Assignment: Start at the first record below and retype through the last, exactly.
-------- Dataset extract
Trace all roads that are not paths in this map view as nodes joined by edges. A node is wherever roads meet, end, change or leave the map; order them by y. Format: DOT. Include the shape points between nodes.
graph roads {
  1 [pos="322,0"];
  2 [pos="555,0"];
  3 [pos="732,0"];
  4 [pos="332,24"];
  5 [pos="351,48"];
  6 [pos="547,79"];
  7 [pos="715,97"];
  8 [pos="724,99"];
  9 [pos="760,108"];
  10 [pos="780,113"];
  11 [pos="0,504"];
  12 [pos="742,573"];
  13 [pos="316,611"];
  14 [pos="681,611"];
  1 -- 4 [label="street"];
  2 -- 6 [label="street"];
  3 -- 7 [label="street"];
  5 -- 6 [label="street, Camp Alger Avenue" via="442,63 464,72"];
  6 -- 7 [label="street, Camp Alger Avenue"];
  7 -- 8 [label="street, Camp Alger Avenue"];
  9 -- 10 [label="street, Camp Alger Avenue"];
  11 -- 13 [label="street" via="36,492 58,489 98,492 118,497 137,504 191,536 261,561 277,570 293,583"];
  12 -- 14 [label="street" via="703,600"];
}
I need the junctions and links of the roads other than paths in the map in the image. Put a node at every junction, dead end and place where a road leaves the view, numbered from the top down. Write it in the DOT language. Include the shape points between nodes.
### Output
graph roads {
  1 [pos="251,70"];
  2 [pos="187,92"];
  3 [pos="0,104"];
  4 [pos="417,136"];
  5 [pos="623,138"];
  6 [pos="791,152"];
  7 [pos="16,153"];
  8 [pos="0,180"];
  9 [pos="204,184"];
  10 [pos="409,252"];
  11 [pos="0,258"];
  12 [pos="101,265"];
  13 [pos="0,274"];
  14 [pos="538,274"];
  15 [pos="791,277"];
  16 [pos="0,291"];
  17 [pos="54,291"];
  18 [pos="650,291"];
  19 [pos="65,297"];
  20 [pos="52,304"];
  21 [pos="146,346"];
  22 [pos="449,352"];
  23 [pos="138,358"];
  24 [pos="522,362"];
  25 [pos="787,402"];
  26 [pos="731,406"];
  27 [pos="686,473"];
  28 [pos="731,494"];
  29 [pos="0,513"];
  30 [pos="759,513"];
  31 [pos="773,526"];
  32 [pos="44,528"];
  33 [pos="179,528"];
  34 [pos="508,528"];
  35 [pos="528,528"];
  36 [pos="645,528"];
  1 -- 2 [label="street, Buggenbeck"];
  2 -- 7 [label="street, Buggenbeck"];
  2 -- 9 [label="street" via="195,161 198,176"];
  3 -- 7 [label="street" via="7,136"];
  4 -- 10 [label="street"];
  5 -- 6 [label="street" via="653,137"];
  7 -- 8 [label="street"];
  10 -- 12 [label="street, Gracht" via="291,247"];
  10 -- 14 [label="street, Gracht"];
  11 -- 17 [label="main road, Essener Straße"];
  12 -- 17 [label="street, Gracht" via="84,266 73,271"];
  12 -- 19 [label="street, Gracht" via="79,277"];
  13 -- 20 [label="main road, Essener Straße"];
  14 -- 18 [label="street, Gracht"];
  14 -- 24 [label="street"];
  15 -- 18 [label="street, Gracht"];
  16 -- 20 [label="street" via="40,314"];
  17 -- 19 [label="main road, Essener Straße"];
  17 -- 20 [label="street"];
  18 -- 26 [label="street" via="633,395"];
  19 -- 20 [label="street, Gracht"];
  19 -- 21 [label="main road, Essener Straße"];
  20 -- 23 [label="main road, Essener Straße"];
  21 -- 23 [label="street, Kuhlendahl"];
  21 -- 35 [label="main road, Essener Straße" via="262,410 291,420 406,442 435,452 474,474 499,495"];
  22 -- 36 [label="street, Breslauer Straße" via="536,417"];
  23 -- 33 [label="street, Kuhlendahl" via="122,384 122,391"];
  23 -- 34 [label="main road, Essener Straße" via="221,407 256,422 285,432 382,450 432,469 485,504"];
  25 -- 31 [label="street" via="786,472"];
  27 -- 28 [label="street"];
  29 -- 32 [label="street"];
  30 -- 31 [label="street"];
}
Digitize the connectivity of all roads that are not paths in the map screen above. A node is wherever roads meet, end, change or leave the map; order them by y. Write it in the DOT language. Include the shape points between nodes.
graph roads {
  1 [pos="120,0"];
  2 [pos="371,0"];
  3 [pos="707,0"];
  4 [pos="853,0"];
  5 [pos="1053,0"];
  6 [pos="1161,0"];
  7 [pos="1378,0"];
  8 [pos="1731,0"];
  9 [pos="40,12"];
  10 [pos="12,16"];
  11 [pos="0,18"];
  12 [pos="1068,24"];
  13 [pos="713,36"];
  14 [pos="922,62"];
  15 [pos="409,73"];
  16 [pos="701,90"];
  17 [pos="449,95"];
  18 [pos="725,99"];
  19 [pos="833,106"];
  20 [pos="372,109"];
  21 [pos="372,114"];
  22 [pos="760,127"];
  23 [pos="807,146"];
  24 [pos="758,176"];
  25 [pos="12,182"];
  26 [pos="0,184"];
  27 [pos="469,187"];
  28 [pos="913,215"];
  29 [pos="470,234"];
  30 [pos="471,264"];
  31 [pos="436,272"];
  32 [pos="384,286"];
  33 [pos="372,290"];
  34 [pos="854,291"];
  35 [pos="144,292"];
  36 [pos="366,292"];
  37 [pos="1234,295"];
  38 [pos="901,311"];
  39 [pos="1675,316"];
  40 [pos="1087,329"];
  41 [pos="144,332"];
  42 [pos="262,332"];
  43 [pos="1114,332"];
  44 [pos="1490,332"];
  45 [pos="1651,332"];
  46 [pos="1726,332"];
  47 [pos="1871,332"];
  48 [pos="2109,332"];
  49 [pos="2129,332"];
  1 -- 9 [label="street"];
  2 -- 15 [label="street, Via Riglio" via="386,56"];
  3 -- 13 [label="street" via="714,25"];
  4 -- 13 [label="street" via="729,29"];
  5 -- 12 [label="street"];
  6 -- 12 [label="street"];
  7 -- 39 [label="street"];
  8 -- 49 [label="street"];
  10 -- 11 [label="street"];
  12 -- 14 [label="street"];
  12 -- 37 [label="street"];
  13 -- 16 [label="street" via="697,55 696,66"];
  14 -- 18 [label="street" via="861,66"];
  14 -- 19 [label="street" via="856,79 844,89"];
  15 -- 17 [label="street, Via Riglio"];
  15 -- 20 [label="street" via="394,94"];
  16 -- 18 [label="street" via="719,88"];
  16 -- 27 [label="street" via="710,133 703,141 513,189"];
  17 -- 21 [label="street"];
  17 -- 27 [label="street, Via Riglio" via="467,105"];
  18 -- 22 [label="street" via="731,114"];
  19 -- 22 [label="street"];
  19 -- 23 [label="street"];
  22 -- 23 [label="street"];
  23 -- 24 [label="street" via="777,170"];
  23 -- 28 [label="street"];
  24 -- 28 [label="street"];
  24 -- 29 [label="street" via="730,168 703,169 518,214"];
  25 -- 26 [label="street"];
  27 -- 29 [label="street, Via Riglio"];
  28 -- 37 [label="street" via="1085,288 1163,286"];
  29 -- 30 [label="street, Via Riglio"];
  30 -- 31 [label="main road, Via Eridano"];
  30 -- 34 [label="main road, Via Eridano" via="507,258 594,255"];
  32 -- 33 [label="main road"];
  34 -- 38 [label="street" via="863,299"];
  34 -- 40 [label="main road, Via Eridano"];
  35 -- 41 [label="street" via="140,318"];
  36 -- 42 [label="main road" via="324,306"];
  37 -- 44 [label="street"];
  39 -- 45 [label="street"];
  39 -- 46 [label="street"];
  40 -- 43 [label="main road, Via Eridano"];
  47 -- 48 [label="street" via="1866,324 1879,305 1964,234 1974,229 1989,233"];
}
----------------
Answer below:
Trace all roads that are not paths in this map view as nodes joined by edges. A node is wherever roads meet, end, change or leave the map; order them by y. Format: DOT. Include the shape points between nodes.
graph roads {
  1 [pos="322,0"];
  2 [pos="555,0"];
  3 [pos="732,0"];
  4 [pos="332,24"];
  5 [pos="351,48"];
  6 [pos="547,79"];
  7 [pos="715,97"];
  8 [pos="724,99"];
  9 [pos="760,108"];
  10 [pos="780,113"];
  11 [pos="0,504"];
  12 [pos="742,573"];
  13 [pos="316,611"];
  14 [pos="681,611"];
  1 -- 4 [label="street"];
  2 -- 6 [label="street"];
  3 -- 7 [label="street"];
  5 -- 6 [label="street, Camp Alger Avenue" via="442,63 464,72"];
  6 -- 7 [label="street, Camp Alger Avenue"];
  7 -- 8 [label="street, Camp Alger Avenue"];
  9 -- 10 [label="street, Camp Alger Avenue"];
  11 -- 13 [label="street" via="36,492 58,489 98,492 118,497 137,504 191,536 261,561 277,570 293,583"];
  12 -- 14 [label="street" via="703,600"];
}
I need the junctions and links of the roads other than paths in the map in the image. Put a node at every junction, dead end and place where a road leaves the view, numbered from the top down. Write it in the DOT language. Include the shape points between nodes.
### Output
graph roads {
  1 [pos="251,70"];
  2 [pos="187,92"];
  3 [pos="0,104"];
  4 [pos="417,136"];
  5 [pos="623,138"];
  6 [pos="791,152"];
  7 [pos="16,153"];
  8 [pos="0,180"];
  9 [pos="204,184"];
  10 [pos="409,252"];
  11 [pos="0,258"];
  12 [pos="101,265"];
  13 [pos="0,274"];
  14 [pos="538,274"];
  15 [pos="791,277"];
  16 [pos="0,291"];
  17 [pos="54,291"];
  18 [pos="650,291"];
  19 [pos="65,297"];
  20 [pos="52,304"];
  21 [pos="146,346"];
  22 [pos="449,352"];
  23 [pos="138,358"];
  24 [pos="522,362"];
  25 [pos="787,402"];
  26 [pos="731,406"];
  27 [pos="686,473"];
  28 [pos="731,494"];
  29 [pos="0,513"];
  30 [pos="759,513"];
  31 [pos="773,526"];
  32 [pos="44,528"];
  33 [pos="179,528"];
  34 [pos="508,528"];
  35 [pos="528,528"];
  36 [pos="645,528"];
  1 -- 2 [label="street, Buggenbeck"];
  2 -- 7 [label="street, Buggenbeck"];
  2 -- 9 [label="street" via="195,161 198,176"];
  3 -- 7 [label="street" via="7,136"];
  4 -- 10 [label="street"];
  5 -- 6 [label="street" via="653,137"];
  7 -- 8 [label="street"];
  10 -- 12 [label="street, Gracht" via="291,247"];
  10 -- 14 [label="street, Gracht"];
  11 -- 17 [label="main road, Essener Straße"];
  12 -- 17 [label="street, Gracht" via="84,266 73,271"];
  12 -- 19 [label="street, Gracht" via="79,277"];
  13 -- 20 [label="main road, Essener Straße"];
  14 -- 18 [label="street, Gracht"];
  14 -- 24 [label="street"];
  15 -- 18 [label="street, Gracht"];
  16 -- 20 [label="street" via="40,314"];
  17 -- 19 [label="main road, Essener Straße"];
  17 -- 20 [label="street"];
  18 -- 26 [label="street" via="633,395"];
  19 -- 20 [label="street, Gracht"];
  19 -- 21 [label="main road, Essener Straße"];
  20 -- 23 [label="main road, Essener Straße"];
  21 -- 23 [label="street, Kuhlendahl"];
  21 -- 35 [label="main road, Essener Straße" via="262,410 291,420 406,442 435,452 474,474 499,495"];
  22 -- 36 [label="street, Breslauer Straße" via="536,417"];
  23 -- 33 [label="street, Kuhlendahl" via="122,384 122,391"];
  23 -- 34 [label="main road, Essener Straße" via="221,407 256,422 285,432 382,450 432,469 485,504"];
  25 -- 31 [label="street" via="786,472"];
  27 -- 28 [label="street"];
  29 -- 32 [label="street"];
  30 -- 31 [label="street"];
}
Digitize the connectivity of all roads that are not paths in the map screen above. A node is wherever roads meet, end, change or leave the map; order them by y. Write it in the DOT language. Include the shape points between nodes.
graph roads {
  1 [pos="120,0"];
  2 [pos="371,0"];
  3 [pos="707,0"];
  4 [pos="853,0"];
  5 [pos="1053,0"];
  6 [pos="1161,0"];
  7 [pos="1378,0"];
  8 [pos="1731,0"];
  9 [pos="40,12"];
  10 [pos="12,16"];
  11 [pos="0,18"];
  12 [pos="1068,24"];
  13 [pos="713,36"];
  14 [pos="922,62"];
  15 [pos="409,73"];
  16 [pos="701,90"];
  17 [pos="449,95"];
  18 [pos="725,99"];
  19 [pos="833,106"];
  20 [pos="372,109"];
  21 [pos="372,114"];
  22 [pos="760,127"];
  23 [pos="807,146"];
  24 [pos="758,176"];
  25 [pos="12,182"];
  26 [pos="0,184"];
  27 [pos="469,187"];
  28 [pos="913,215"];
  29 [pos="470,234"];
  30 [pos="471,264"];
  31 [pos="436,272"];
  32 [pos="384,286"];
  33 [pos="372,290"];
  34 [pos="854,291"];
  35 [pos="144,292"];
  36 [pos="366,292"];
  37 [pos="1234,295"];
  38 [pos="901,311"];
  39 [pos="1675,316"];
  40 [pos="1087,329"];
  41 [pos="144,332"];
  42 [pos="262,332"];
  43 [pos="1114,332"];
  44 [pos="1490,332"];
  45 [pos="1651,332"];
  46 [pos="1726,332"];
  47 [pos="1871,332"];
  48 [pos="2109,332"];
  49 [pos="2129,332"];
  1 -- 9 [label="street"];
  2 -- 15 [label="street, Via Riglio" via="386,56"];
  3 -- 13 [label="street" via="714,25"];
  4 -- 13 [label="street" via="729,29"];
  5 -- 12 [label="street"];
  6 -- 12 [label="street"];
  7 -- 39 [label="street"];
  8 -- 49 [label="street"];
  10 -- 11 [label="street"];
  12 -- 14 [label="street"];
  12 -- 37 [label="street"];
  13 -- 16 [label="street" via="697,55 696,66"];
  14 -- 18 [label="street" via="861,66"];
  14 -- 19 [label="street" via="856,79 844,89"];
  15 -- 17 [label="street, Via Riglio"];
  15 -- 20 [label="street" via="394,94"];
  16 -- 18 [label="street" via="719,88"];
  16 -- 27 [label="street" via="710,133 703,141 513,189"];
  17 -- 21 [label="street"];
  17 -- 27 [label="street, Via Riglio" via="467,105"];
  18 -- 22 [label="street" via="731,114"];
  19 -- 22 [label="street"];
  19 -- 23 [label="street"];
  22 -- 23 [label="street"];
  23 -- 24 [label="street" via="777,170"];
  23 -- 28 [label="street"];
  24 -- 28 [label="street"];
  24 -- 29 [label="street" via="730,168 703,169 518,214"];
  25 -- 26 [label="street"];
  27 -- 29 [label="street, Via Riglio"];
  28 -- 37 [label="street" via="1085,288 1163,286"];
  29 -- 30 [label="street, Via Riglio"];
  30 -- 31 [label="main road, Via Eridano"];
  30 -- 34 [label="main road, Via Eridano" via="507,258 594,255"];
  32 -- 33 [label="main road"];
  34 -- 38 [label="street" via="863,299"];
  34 -- 40 [label="main road, Via Eridano"];
  35 -- 41 [label="street" via="140,318"];
  36 -- 42 [label="main road" via="324,306"];
  37 -- 44 [label="street"];
  39 -- 45 [label="street"];
  39 -- 46 [label="street"];
  40 -- 43 [label="main road, Via Eridano"];
  47 -- 48 [label="street" via="1866,324 1879,305 1964,234 1974,229 1989,233"];
}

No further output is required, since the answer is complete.